But it may seem less odd when we think about how others on the court reacted. Another moral theologian wrote me after the decision and made the following point:

“Two of the Jewish justices apparently agreed with the Catholic justices about the extension of personal religious freedoms into corporate structures, with specific reference to Jewish delis—that is, if a deli incorporates, does it lose the religious freedom to follow kosher in the event of regulation. So the problem of the Religious Other who fails to understand the secularized-Protestant consensus on the “private” nature of the “spiritual” kingdom is even worse than it appeared.”

It would be quite natural for those influenced by Judaism or Catholicism to reject the idea that religious people cannot come together and form a public businesses with a corporate religious identity. It would be difficult for these traditions to imagine a religious identity could be anything but corporate, just as it would be difficult for both traditions to check their faith at the door of their offices and in effect admit that this public activity operates by a different set of rules. It would be an admission that they serve two masters.

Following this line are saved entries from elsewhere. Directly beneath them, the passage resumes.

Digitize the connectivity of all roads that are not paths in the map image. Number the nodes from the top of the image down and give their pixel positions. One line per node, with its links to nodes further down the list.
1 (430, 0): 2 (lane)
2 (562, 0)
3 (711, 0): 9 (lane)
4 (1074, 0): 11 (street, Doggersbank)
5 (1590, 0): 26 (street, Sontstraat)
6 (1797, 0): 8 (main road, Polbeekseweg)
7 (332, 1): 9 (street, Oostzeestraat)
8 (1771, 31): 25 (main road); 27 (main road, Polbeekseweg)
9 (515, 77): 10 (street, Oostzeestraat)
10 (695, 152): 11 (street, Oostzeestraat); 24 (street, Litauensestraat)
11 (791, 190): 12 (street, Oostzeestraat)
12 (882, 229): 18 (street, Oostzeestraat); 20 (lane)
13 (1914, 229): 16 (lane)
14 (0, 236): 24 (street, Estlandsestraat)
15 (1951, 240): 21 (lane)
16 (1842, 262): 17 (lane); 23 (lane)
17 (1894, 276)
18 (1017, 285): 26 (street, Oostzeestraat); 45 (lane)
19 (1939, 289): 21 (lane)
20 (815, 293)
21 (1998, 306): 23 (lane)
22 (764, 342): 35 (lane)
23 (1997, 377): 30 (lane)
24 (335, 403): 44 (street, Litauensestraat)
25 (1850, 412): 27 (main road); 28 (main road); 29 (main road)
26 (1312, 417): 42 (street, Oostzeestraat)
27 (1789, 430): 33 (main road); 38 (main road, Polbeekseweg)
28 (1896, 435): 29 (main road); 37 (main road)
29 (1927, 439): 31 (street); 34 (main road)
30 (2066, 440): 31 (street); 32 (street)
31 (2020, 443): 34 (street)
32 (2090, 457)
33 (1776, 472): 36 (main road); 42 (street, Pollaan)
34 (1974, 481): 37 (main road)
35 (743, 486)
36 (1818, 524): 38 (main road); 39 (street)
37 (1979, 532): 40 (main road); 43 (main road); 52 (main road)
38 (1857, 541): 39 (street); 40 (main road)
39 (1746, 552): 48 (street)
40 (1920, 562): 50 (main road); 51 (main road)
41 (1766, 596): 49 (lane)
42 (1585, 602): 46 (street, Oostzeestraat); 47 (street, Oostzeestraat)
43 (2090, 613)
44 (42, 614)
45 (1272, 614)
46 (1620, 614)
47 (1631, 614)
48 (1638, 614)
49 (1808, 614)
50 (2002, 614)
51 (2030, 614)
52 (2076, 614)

Some of most scathing criticisms of the view that Hobby Lobby could have a corporate religious identity have come from the very same quarters that (rightly, in my view) push businesses to pay their workers a living wage. Would, say, Catholic owners of a closely held corporation have a duty to follow Catholic social teaching and pay their workers such a wage? If it makes sense to talk about a business having religious duties, then it makes sense to talk about a business having religious freedom to exercise those duties. (Incidentally, and while on this point, not enough people have pointed out that the Christian faith of Hobby Lobby’s ownership was reflected in the justice-centered way they compensated their employees—paying them twice the minimum wage.)

This view may resonate with many Catholics and Jews, but as the colleague who wrote me suggests, this isn’t exactly the understanding of religion espoused by a significant number of individual- and privacy-centered US Protestants. And it is this view of religion that has been running the show for multiple generations when it comes to our culture’s dominant understanding of religious freedom. On this view, the US public discourse is “secular” and operates by a set of rules and principles which are different from one’s private “religious” life. The latter receives the protection of religious freedom, while the former does not. (Or at least not in the same way.) Indeed, the Center for American Progress went so far as to say that the new SCOTUS ruling that public businesses now have religious freedom “turns the notion of secular society on its head.”

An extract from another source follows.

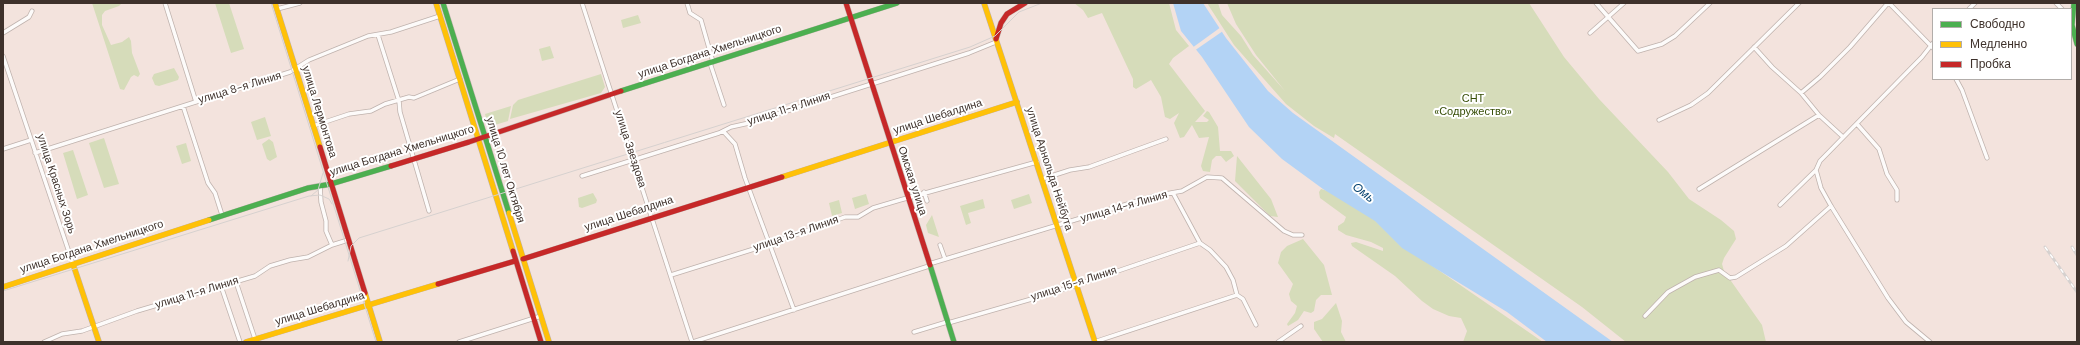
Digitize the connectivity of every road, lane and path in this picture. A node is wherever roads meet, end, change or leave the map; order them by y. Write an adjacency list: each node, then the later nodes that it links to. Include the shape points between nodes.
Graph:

That is a little dramatic, but it is not wrong. As Cathy Kaveny points out, Hobby Lobby was an activist, progressive decision on the part of SCOTUS. It is a decision which, in my view, expands the notion of religion in a way which defends vulnerable religious minorities, and in particular religious minorities whose understanding of their faith requires them to reject the individualism and privatization of the more dominant understanding in our culture.

But there is another way in which (US-style) religious freedom creates problems for religious minorities in this country, and it also connected the nature of religion and of religious claims. The Chronicle and HuffPo pieces cited above both rest on an epistemological confusion. Conn and Lindsay give no indication they are aware that all normative claims are contextual. That anyone making normative claims starts with faith-based first principles. That most often these principles are under-girded by a narrative or story which simply grabs or claims one by some kind of intuition or other authority.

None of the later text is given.